Am 8. September 1979 war es dann soweit: Die Kinderklinik in Datteln erhielt ihren ersten Baby-Notarztwagen. Nur wenige Stunden nach der offiziellen Übergabe rettete genau dieses Fahrzeug dem ersten Kind das Leben: Die kleine Karin aus Herten kam in der 34. Schwangerschaftswoche mit einem Geburtsgewicht von 1350 Gramm zur Welt und wurde im Baby-Notarztwagen in eine Klinik gebracht. „Sie wäre ansonsten sicherlich gestorben“, so Wiethoff. Auch der kleine Andy aus Recklinghausen kam damals nicht mit den besten Bedingungen auf die Welt: Der Junge wog bei seiner Geburt gerade einmal 635 Gramm und überlebte nur dank schneller medizinischer Hilfe in der richtigen Klinik. „Ich hatte ihn selbst auf dem Arm“, sagte Herbert Wiethoff damals. „Das vergesse ich nie.“ Alleine die beiden ersten Baby-Notarztwagen der Kinderklinik Datteln fuhren in den ersten 17 Jahren mehr als 12 000 Einsätze und retteten so das Leben unzähliger Babys.
Kontinuierliche Weiterentwicklung
In den 50 Jahren seit der ersten Indienststellung 1974 wurde das System kontinuierlich auch in enger Kooperation mit der Lübecker Firma Drägerwerk weiterentwickelt; seit dem Jahr 2012 ist die fünfte Generation des Baby-Notarztwagens mit dem Namen „Felix“ – benannt nach dem Schutzpatron für Schwangere und Kleinkinder, Felix von Cantalice – auf Deutschlands Straßen unterwegs und hat alleine im Jahr 2023 mehr als 300 Frühchen schonend in Spezialkliniken transportiert.

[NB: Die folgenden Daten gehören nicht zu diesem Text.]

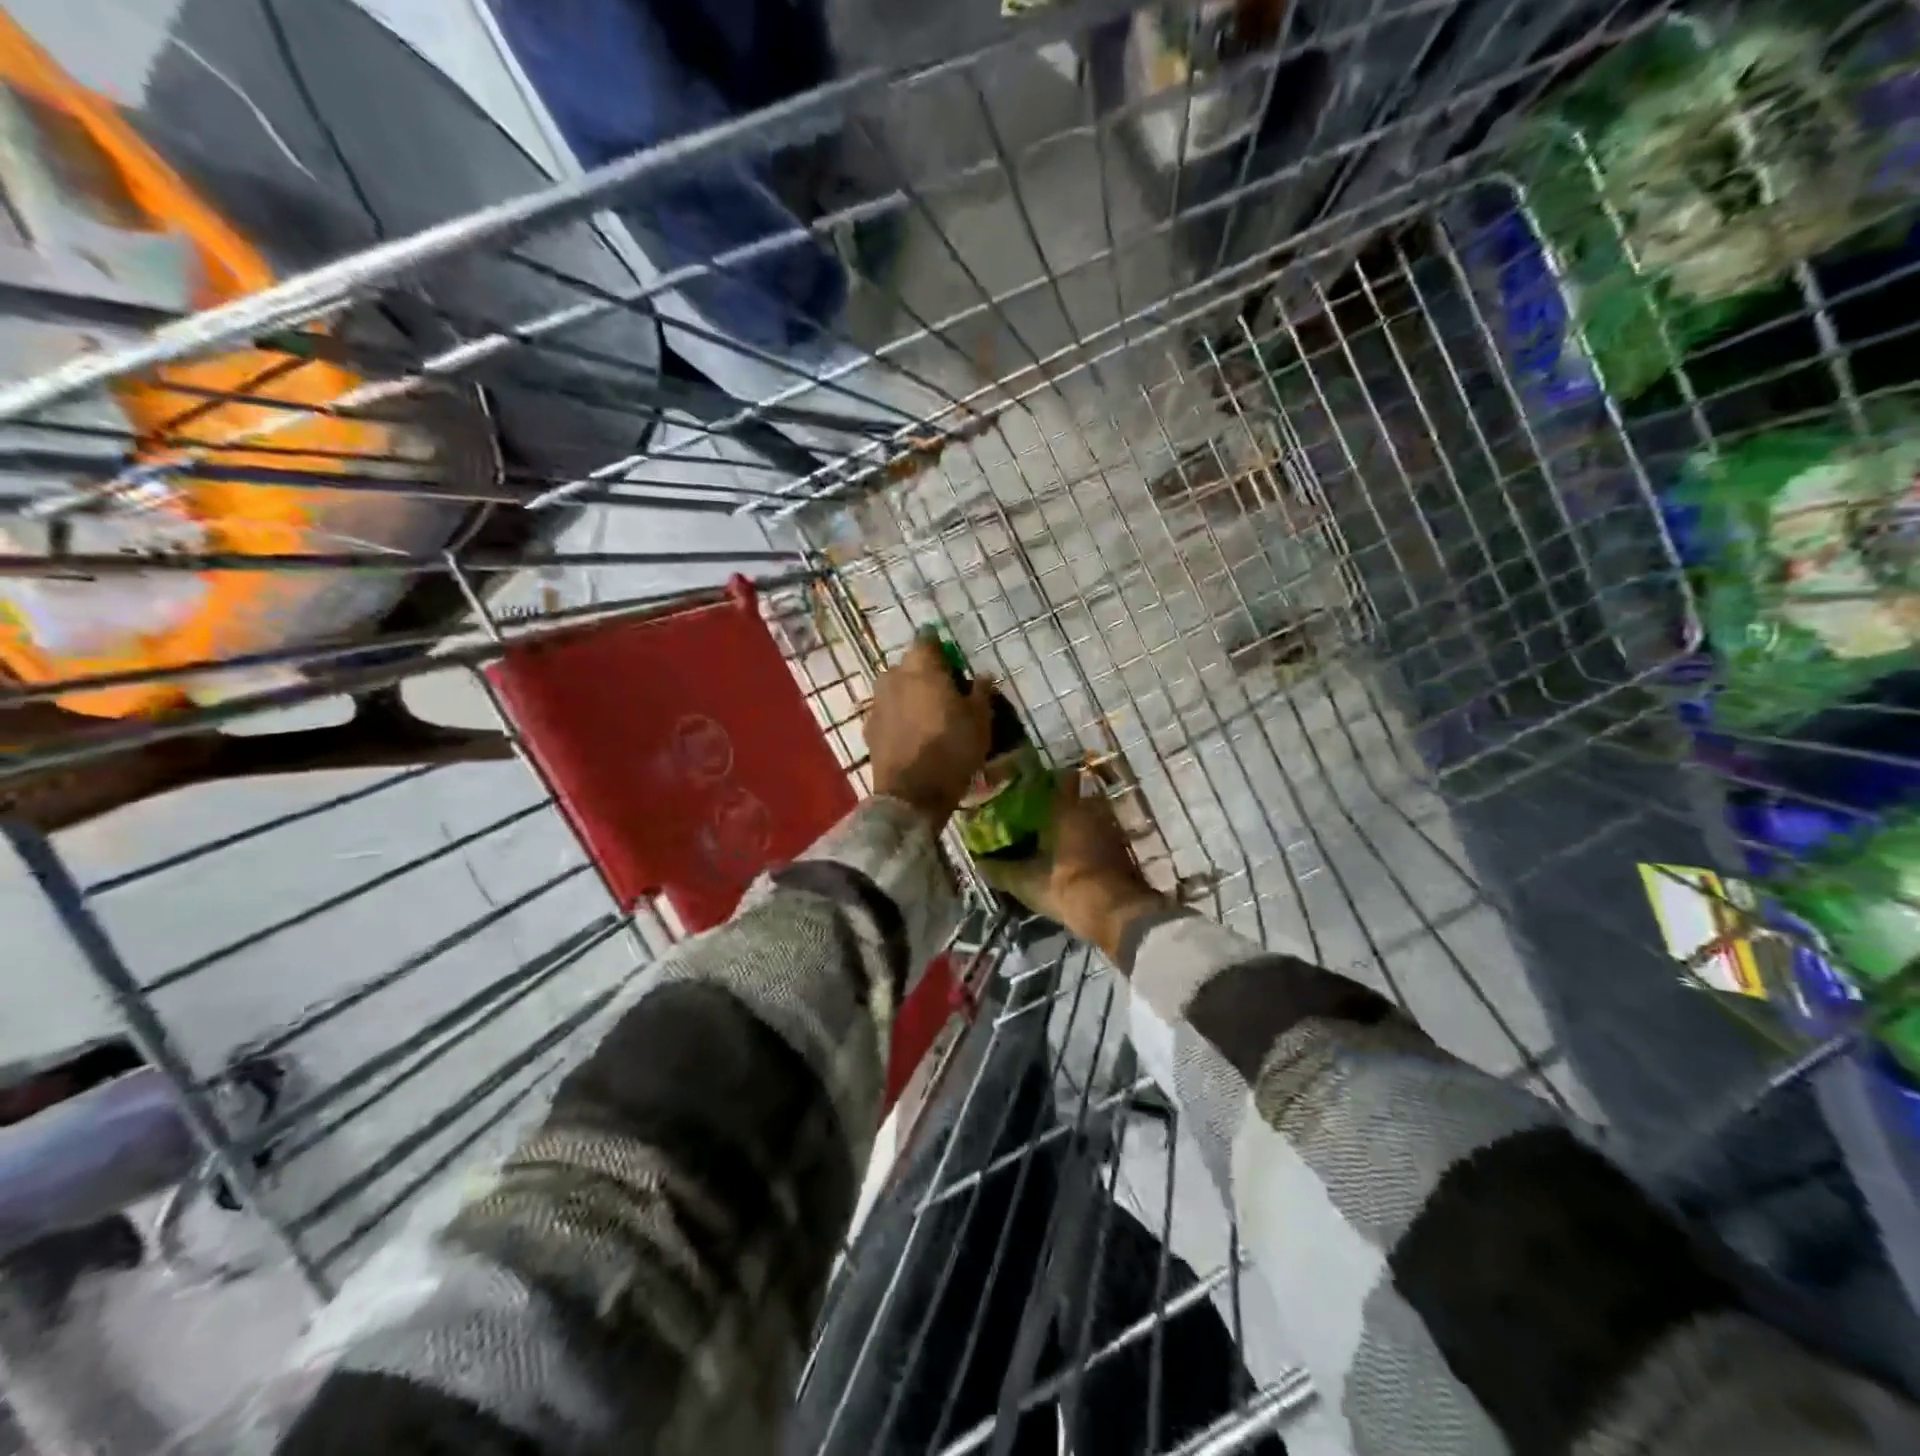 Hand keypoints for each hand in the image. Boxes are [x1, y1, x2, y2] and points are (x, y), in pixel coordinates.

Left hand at [867, 635, 995, 829]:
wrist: (912, 794)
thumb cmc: (952, 749)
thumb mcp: (980, 720)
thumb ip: (981, 692)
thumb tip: (984, 675)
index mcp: (920, 667)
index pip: (927, 640)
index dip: (941, 649)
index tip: (954, 665)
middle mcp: (892, 677)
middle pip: (909, 665)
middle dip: (924, 674)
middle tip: (945, 694)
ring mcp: (876, 703)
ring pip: (895, 689)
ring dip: (909, 697)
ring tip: (929, 718)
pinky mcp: (869, 729)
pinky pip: (888, 714)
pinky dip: (899, 719)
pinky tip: (913, 737)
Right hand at [979, 770, 1165, 962]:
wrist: (1115, 913)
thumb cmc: (1065, 887)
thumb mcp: (1025, 882)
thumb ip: (1000, 870)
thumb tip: (978, 862)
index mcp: (1067, 809)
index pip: (1060, 779)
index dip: (1044, 781)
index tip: (1028, 786)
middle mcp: (1092, 811)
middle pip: (1075, 798)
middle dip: (1058, 805)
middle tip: (1036, 815)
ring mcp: (1111, 830)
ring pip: (1089, 818)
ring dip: (1074, 825)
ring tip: (1052, 837)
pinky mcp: (1123, 850)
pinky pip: (1100, 836)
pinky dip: (1087, 842)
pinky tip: (1071, 856)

Das Fahrzeug verfügt über ein spezielles Dämpfungssystem für einen ruhigen, erschütterungsfreien Transport und gleicht Schlaglöcher einer Tiefe von bis zu 10 Zentimetern aus. Das Rückhaltesystem „Traveller RS“ sichert das Baby zusätzlich, während der Transportinkubator „AirBORNE – AVIATOR“, bis zu zwölf Perfusoren, zwei Sauerstoffflaschen und eine eigene Stromversorgung für die bestmögliche Versorgung während der Fahrt sorgen. Zudem werden die Babys nicht – wie in herkömmlichen Rettungswagen – längs zur Fahrtrichtung transportiert, sondern quer. Somit ist auch das Köpfchen der Kleinen mit noch offener Fontanelle besser geschützt als bei einem Längs-Transport.

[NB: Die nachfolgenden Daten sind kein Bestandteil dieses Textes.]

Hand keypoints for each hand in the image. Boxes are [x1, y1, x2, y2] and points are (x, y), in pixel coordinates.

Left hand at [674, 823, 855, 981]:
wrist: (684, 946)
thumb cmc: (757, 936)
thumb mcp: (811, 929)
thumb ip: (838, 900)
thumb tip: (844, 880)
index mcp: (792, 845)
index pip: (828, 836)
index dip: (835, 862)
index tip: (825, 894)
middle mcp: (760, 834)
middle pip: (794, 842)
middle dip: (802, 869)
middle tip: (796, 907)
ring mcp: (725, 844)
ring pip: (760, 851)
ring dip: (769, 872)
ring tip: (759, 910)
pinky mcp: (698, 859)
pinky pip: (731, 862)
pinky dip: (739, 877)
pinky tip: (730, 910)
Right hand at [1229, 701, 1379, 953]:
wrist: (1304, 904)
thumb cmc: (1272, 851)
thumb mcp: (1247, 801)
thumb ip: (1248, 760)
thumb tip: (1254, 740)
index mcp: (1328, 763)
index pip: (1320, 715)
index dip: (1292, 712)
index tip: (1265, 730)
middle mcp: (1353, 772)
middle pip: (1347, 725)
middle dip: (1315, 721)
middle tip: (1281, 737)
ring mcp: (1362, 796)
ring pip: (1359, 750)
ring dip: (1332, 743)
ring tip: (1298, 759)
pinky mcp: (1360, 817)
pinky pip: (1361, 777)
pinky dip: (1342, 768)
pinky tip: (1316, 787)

Eine Mutter, deren Kind vor sieben Jahren vom Baby-Notarztwagensystem der Björn Steiger Stiftung in Stuttgart profitierte, ist Julia Köstlin. Gerade einmal 1150 Gramm brachte ihre Tochter Valerie bei der Geburt auf die Waage; die Kleine musste in der 28. Schwangerschaftswoche per Kaiserschnitt geholt werden. Zwei Mal musste das Frühchen innerhalb der ersten fünf Tage operiert werden – und in die Spezialklinik wurde es jeweils mit dem Baby-Notarztwagen transportiert. „Da haben uns ganz viele Engel begleitet“, sagt die dreifache Mutter heute.
Auch Prof. Dr. Neysan Rafat hält das Baby-Notarztwagensystem für eine überaus wichtige Einrichtung. „Diese spezialisierten Rettungsfahrzeuge sind mit modernster medizinischer Technik ausgestattet, die speziell auf die Bedürfnisse von Neugeborenen und Säuglingen abgestimmt sind. Durch diese Ausstattung und die Expertise der mitfahrenden Ärzte und Pflegekräfte können lebensbedrohliche Zustände bei Babys schnell und effektiv behandelt werden“, sagt der Ärztliche Direktor der Neonatologie im Olgahospital des Klinikums Stuttgart. Der Baby-Notarztwagen ermögliche eine schnelle Reaktion des medizinischen Teams und den schonenden Transport zu spezialisierten Einrichtungen. „Mit Hilfe von ‚Felix‘ können viele Leben gerettet und die Chancen auf eine schnelle Genesung erhöht werden“, betont der Mediziner.
Bis heute wird der Baby-Notarztwagen – ein Fahrzeug kostet etwa 300 000 Euro – durch Spenden und Sponsoren über die Björn Steiger Stiftung finanziert; noch immer ist jenes Fahrzeugsystem nicht im Rettungsdienstgesetz verankert.